Source records
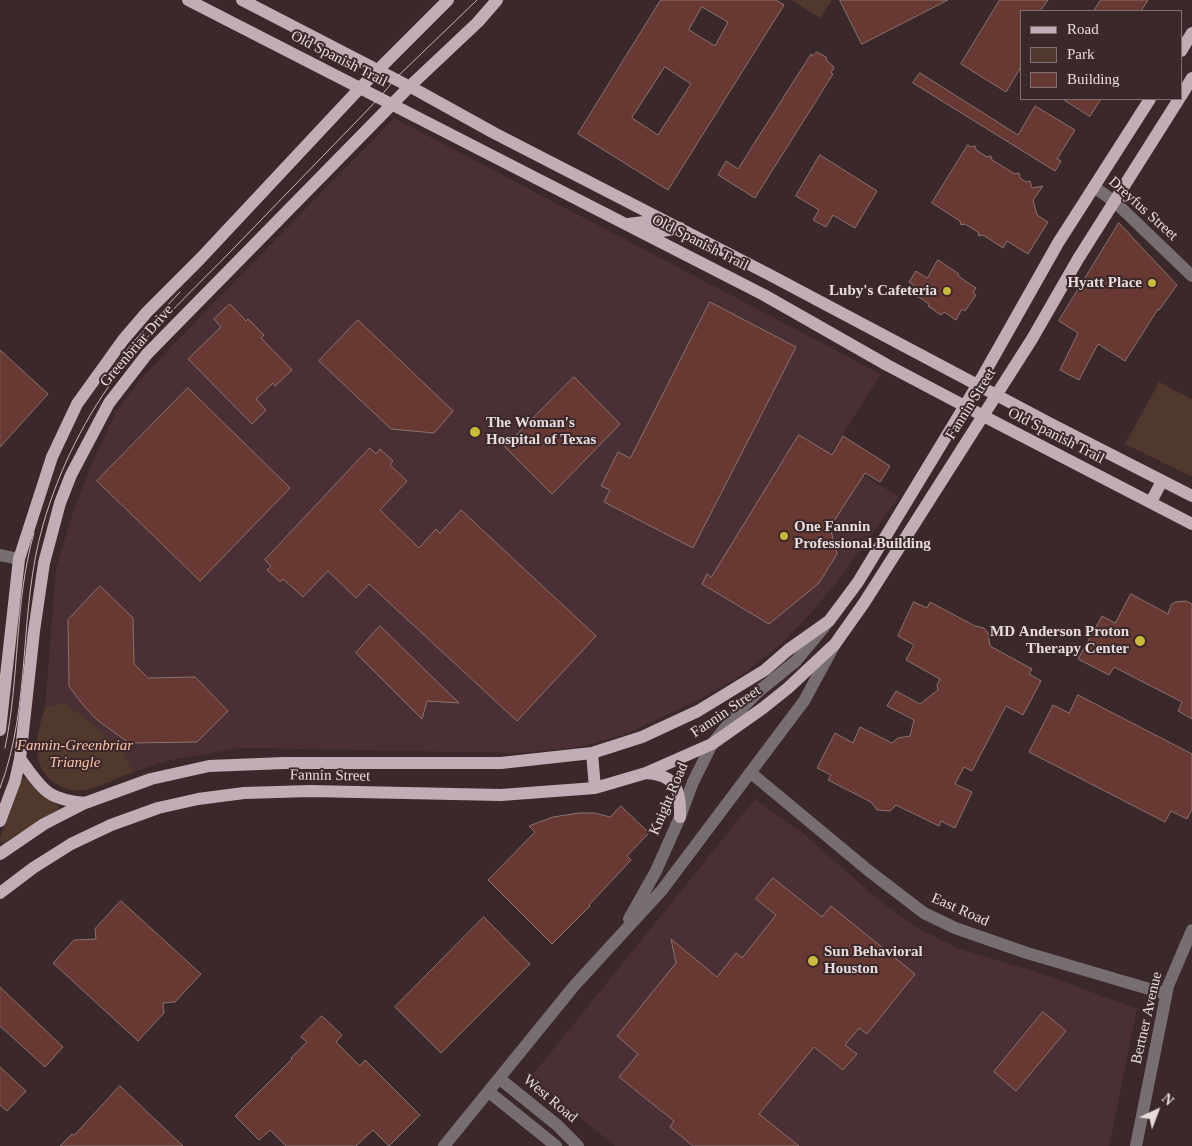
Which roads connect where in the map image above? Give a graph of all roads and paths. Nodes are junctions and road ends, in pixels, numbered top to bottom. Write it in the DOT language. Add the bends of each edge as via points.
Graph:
graph roads {
  1 [pos="188,0"];
  2 [pos="242,0"];
  3 [pos="448,0"];
  4 [pos="497,0"];
  5 [pos="1192,33"];
  6 [pos="1182,49"];
  7 [pos="377,70"];
  8 [pos="1192,78"];
  9 [pos="409,87"];
  10 [pos="360,88"];
  11 [pos="1183,94"];
  12 [pos="1149,100"];
  13 [pos="1179,100"];
  14 [pos="393,104"];
  15 [pos="494,133"];
  16 [pos="485,152"];
  17 [pos="1094,187"];
  18 [pos="607,190"];
  19 [pos="1115,202"];
  20 [pos="597,208"];
  21 [pos="628,224"];
  22 [pos="680,228"];
  23 [pos="770,275"];
  24 [pos="1192,276"];
  25 [pos="762,294"];
  26 [pos="977,385"];
  27 [pos="996,395"];
  28 [pos="964,405"];
  29 [pos="983,416"];
  30 [pos="1162,480"];
  31 [pos="1192,496"];
  32 [pos="1151,502"];
  33 [pos="1192,524"];
  34 [pos="0,555"];
  35 [pos="19,558"];
  36 [pos="869,564"];
  37 [pos="884,572"];
  38 [pos="829,621"];
  39 [pos="835,644"];
  40 [pos="0,730"];
  41 [pos="712,744"];
  42 [pos="592,753"];
  43 [pos="20,759"];
  44 [pos="646,773"];
  45 [pos="751,773"];
  46 [pos="594,788"];
  47 [pos="85,803"];
  48 [pos="680,817"];
  49 [pos="0,821"];
  50 [pos="0,854"];
  51 [pos="0,893"];
  52 [pos="1192,930"];
  53 [pos="619,938"];
  54 [pos="1166,994"];
  55 [pos="500,1078"];
  56 [pos="488,1092"];
  57 [pos="444,1146"];
  58 [pos="556,1146"];
  59 [pos="578,1146"];
  60 [pos="1136,1146"];
  1 -- 10 [label="main road, Old Spanish Trail"];
  2 -- 7 [label="main road, Old Spanish Trail"];
  3 -- 7 [label="main road, Greenbriar Drive"];
  4 -- 9 [label="main road, Greenbriar Drive"];
  5 -- 6 [label="main road"];
  7 -- 9 [label="main road, Old Spanish Trail"];
  7 -- 10 [label="main road, Greenbriar Drive"];
  8 -- 11 [label="main road, Fannin Street"];
  9 -- 14 [label="main road, Greenbriar Drive"];
  9 -- 15 [label="main road, Old Spanish Trail"];
  10 -- 14 [label="main road, Old Spanish Trail"];
  10 -- 35 [label="main road, Greenbriar Drive" via="122,340 78,404 52,457"];
  12 -- 17 [label="main road, Fannin Street"];
  13 -- 19 [label="main road, Fannin Street"];
  14 -- 16 [label="main road, Old Spanish Trail"];
  14 -- 43 [label="main road, Greenbriar Drive" via="147,354 108,403 71,475 44,563"];
  15 -- 16 [label="main road"];
  15 -- 18 [label="main road, Old Spanish Trail"];
  16 -- 20 [label="main road, Old Spanish Trail"];
  17 -- 19 [label="street, Dreyfus Street"];
  17 -- 26 [label="main road, Fannin Street" via="1058,243"];
  18 -- 20 [label="main road"];
  18 -- 22 [label="main road, Old Spanish Trail"];
  19 -- 24 [label="street, Dreyfus Street"];
  19 -- 27 [label="main road, Fannin Street"];
  20 -- 21 [label="main road, Old Spanish Trail"];
  21 -- 22 [label="main road" via="644,222 662,230"];
  21 -- 25 [label="main road, Old Spanish Trail"];
  22 -- 23 [label="main road, Old Spanish Trail"];
  23 -- 25 [label="main road"];
  23 -- 26 [label="main road, Old Spanish Trail"];
  25 -- 28 [label="main road, Old Spanish Trail"];
  26 -- 27 [label="main road, Old Spanish Trail"];
  26 -- 28 [label="main road, Fannin Street"];
  27 -- 29 [label="main road, Fannin Street"];
  27 -- 30 [label="main road, Old Spanish Trail"];
  28 -- 29 [label="main road, Old Spanish Trail"];
  28 -- 36 [label="main road, Fannin Street"];
  29 -- 32 [label="main road, Old Spanish Trail"];
  29 -- 37 [label="main road, Fannin Street"];
  30 -- 31 [label="main road, Old Spanish Trail"];
  30 -- 32 [label="main road"];
  32 -- 33 [label="main road, Old Spanish Trail"];
  34 -- 35 [label="street"];
  35 -- 40 [label="main road, Greenbriar Drive"];
  36 -- 37 [label="main road"];
  36 -- 38 [label="main road, Fannin Street"];
  37 -- 39 [label="main road, Fannin Street"];
  38 -- 41 [label="street, Knight Road" via="796,661 738,712"];
  38 -- 42 [label="main road, Fannin Street" via="764,670 698,711 642,736"];
  39 -- 41 [label="main road, Fannin Street" via="800,678"];
  39 -- 45 [label="street, Knight Road" via="804,700"];
  41 -- 44 [label="main road, Fannin Street"];
  41 -- 48 [label="street, Knight Road"];
  42 -- 46 [label="main road"];
  42 -- 47 [label="main road, Fannin Street" via="501,763 209,766 151,779"];
  43 -- 47 [label="main road" via="44,790 64,801"];
  43 -- 49 [label="main road, Greenbriar Drive"];
  44 -- 46 [label="main road, Fannin Street"];
  44 -- 48 [label="main road" via="661,774 677,789 681,798"];
  45 -- 53 [label="street, Knight Road" via="662,890"];
  45 -- 54 [label="street, East Road" via="924,913 955,928 1027,953"];
  46 -- 51 [label="main road, Fannin Street" via="501,796 310,791 244,793 198,799 158,808 111,825 72,844"];
  47 -- 50 [label="main road, Fannin Street" via="44,824"];
  48 -- 53 [label="street, Knight Road" via="656,871"];
  52 -- 54 [label="street, Bertner Avenue"];
  53 -- 55 [label="street, Knight Road" via="574,986"];
  54 -- 60 [label="street, Bertner Avenue"];
  55 -- 56 [label="street, Knight Road"];
  55 -- 59 [label="street, West Road"];
  56 -- 57 [label="street, Knight Road"];
  56 -- 58 [label="street"];
}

What you have to do:
Copy the entries above faithfully and omit every image.

Output of the task:
Which roads connect where in the map image above? Give a graph of all roads and paths. Nodes are junctions and road ends, in pixels, numbered top to bottom. Write it in the DOT language. Add the bends of each edge as via points.
Graph:
graph roads {
  1 [pos="188,0"];
  2 [pos="242,0"];
  3 [pos="448,0"];
  4 [pos="497,0"];
  5 [pos="1192,33"];
  6 [pos="1182,49"];
  7 [pos="377,70"];
  8 [pos="1192,78"];
  9 [pos="409,87"];
  10 [pos="360,88"];
  11 [pos="1183,94"];
  12 [pos="1149,100"];
  13 [pos="1179,100"];
  14 [pos="393,104"];
  15 [pos="494,133"];
  16 [pos="485,152"];
  17 [pos="1094,187"];
  18 [pos="607,190"];
  19 [pos="1115,202"];
  20 [pos="597,208"];
  21 [pos="628,224"];
  22 [pos="680,228"];
  23 [pos="770,275"];
  24 [pos="1192,276"];
  25 [pos="762,294"];
  26 [pos="977,385"];
  27 [pos="996,395"];
  28 [pos="964,405"];
  29 [pos="983,416"];
  30 [pos="1162,480"];
  31 [pos="1192,496"];
  32 [pos="1151,502"];
  33 [pos="1192,524"];
  34 [pos="0,555"];
  35 [pos="19,558"];
  36 [pos="869,564"];
  37 [pos="884,572"];
  38 [pos="829,621"];
  39 [pos="835,644"];
  40 [pos="0,730"];
  41 [pos="712,744"];
  42 [pos="592,753"];
  43 [pos="20,759"];
  44 [pos="646,773"];
  45 [pos="751,773"];
  46 [pos="594,788"];
  47 [pos="85,803"];
  48 [pos="680,817"];
  49 [pos="0,821"];
  50 [pos="0,854"];
  51 [pos="0,893"];
  52 [pos="1192,930"];
  53 [pos="619,938"];
  54 [pos="1166,994"];
  55 [pos="500,1078"];
  56 [pos="488,1092"];
  57 [pos="444,1146"];
  58 [pos="556,1146"];
  59 [pos="578,1146"];
  60 [pos="1136,1146"];
  1 -- 10 [label="main road, Old Spanish Trail"];
  2 -- 7 [label="main road, Old Spanish Trail"];
  3 -- 7 [label="main road, Greenbriar Drive"];
  4 -- 9 [label="main road, Greenbriar Drive"];
  5 -- 6 [label="main road"];
  7 -- 9 [label="main road, Old Spanish Trail"];
  7 -- 10 [label="main road, Greenbriar Drive"];
  8 -- 11 [label="main road, Fannin Street"];
  9 -- 14 [label="main road, Greenbriar Drive"];
  9 -- 15 [label="main road, Old Spanish Trail"];
  10 -- 14 [label="main road, Old Spanish Trail"];
  10 -- 35 [label="main road, Greenbriar Drive" via="122,340 78,404 52,457"];
  12 -- 17 [label="main road, Fannin Street"];
  13 -- 19 [label="main road, Fannin Street"];
  14 -- 16 [label="main road, Old Spanish Trail"];
  14 -- 43 [label="main road, Greenbriar Drive" via="147,354 108,403 71,475 44,563"];
  15 -- 16 [label="main road"];
  15 -- 18 [label="main road, Old Spanish Trail"];
  16 -- 20 [label="main road, Old Spanish Trail"];
  17 -- 19 [label="street, Dreyfus Street"];
  17 -- 26 [label="main road, Fannin Street" via="1058,243"];
  18 -- 20 [label="main road"];
  18 -- 22 [label="main road, Old Spanish Trail"];
  19 -- 24 [label="street, Dreyfus Street"];
  19 -- 27 [label="main road, Fannin Street"];
  20 -- 21 [label="main road, Old Spanish Trail"];
  21 -- 22 [label="main road" via="644,222 662,230"];
  21 -- 25 [label="main road, Old Spanish Trail"];
  22 -- 23 [label="main road, Old Spanish Trail"];
  23 -- 25 [label="main road"];
  23 -- 26 [label="main road, Old Spanish Trail"];
  25 -- 28 [label="main road, Old Spanish Trail"];
  26 -- 27 [label="main road, Old Spanish Trail"];
  26 -- 28 [label="main road, Fannin Street"];
  27 -- 29 [label="main road, Fannin Street"];
  27 -- 30 [label="main road, Old Spanish Trail"];
  28 -- 29 [label="main road, Old Spanish Trail"];
  28 -- 36 [label="main road, Fannin Street"];
  29 -- 32 [label="main road, Old Spanish Trail"];
  29 -- 37 [label="main road, Fannin Street"];
  30 -- 31 [label="main road, Old Spanish Trail"];
  30 -- 32 [label="main road"];
  32 -- 33 [label="main road, Old Spanish Trail"];
  34 -- 35 [label="street"];
  35 -- 40 [label="main road, Greenbriar Drive"];
  36 -- 37 [label="main road"];
  36 -- 38 [label="main road, Fannin Street"];
  37 -- 39 [label="main road, Fannin Street"];
  38 -- 41 [label="street, Knight Road" via="796,661 738,712"];
  38 -- 42 [label="main road, Fannin Street" via="764,670 698,711 642,736"];
  39 -- 41 [label="main road, Fannin Street" via="800,678"];
  39 -- 45 [label="street, Knight Road" via="804,700"];
  41 -- 44 [label="main road, Fannin Street"];
  41 -- 48 [label="street, Knight Road"];
  42 -- 46 [label="main road"];
  42 -- 47 [label="main road, Fannin Street" via="501,763 209,766 151,779"];
  43 -- 47 [label="main road" via="44,790 64,801"];
  43 -- 49 [label="main road, Greenbriar Drive"];
  44 -- 46 [label="main road, Fannin Street"];
  44 -- 48 [label="main road" via="661,774 677,789 681,798"];
  45 -- 53 [label="street, Knight Road" via="662,890"];
  45 -- 54 [label="street, East Road" via="924,913 955,928 1027,953"];
  46 -- 51 [label="main road, Fannin Street" via="501,796 310,791 244,793 198,799 158,808 111,825 72,844"];
  47 -- 50 [label="main road, Fannin Street" via="44,824"];
  48 -- 53 [label="street, Knight Road" via="656,871"];
  52 -- 54 [label="street, Bertner Avenue"];
  53 -- 55 [label="street, Knight Road" via="574,986"];
  54 -- 60 [label="street, Bertner Avenue"];
  55 -- 56 [label="street, Knight Road"];
  55 -- 59 [label="street, West Road"];
  56 -- 57 [label="street, Knight Road"];
  56 -- 58 [label="street"];
}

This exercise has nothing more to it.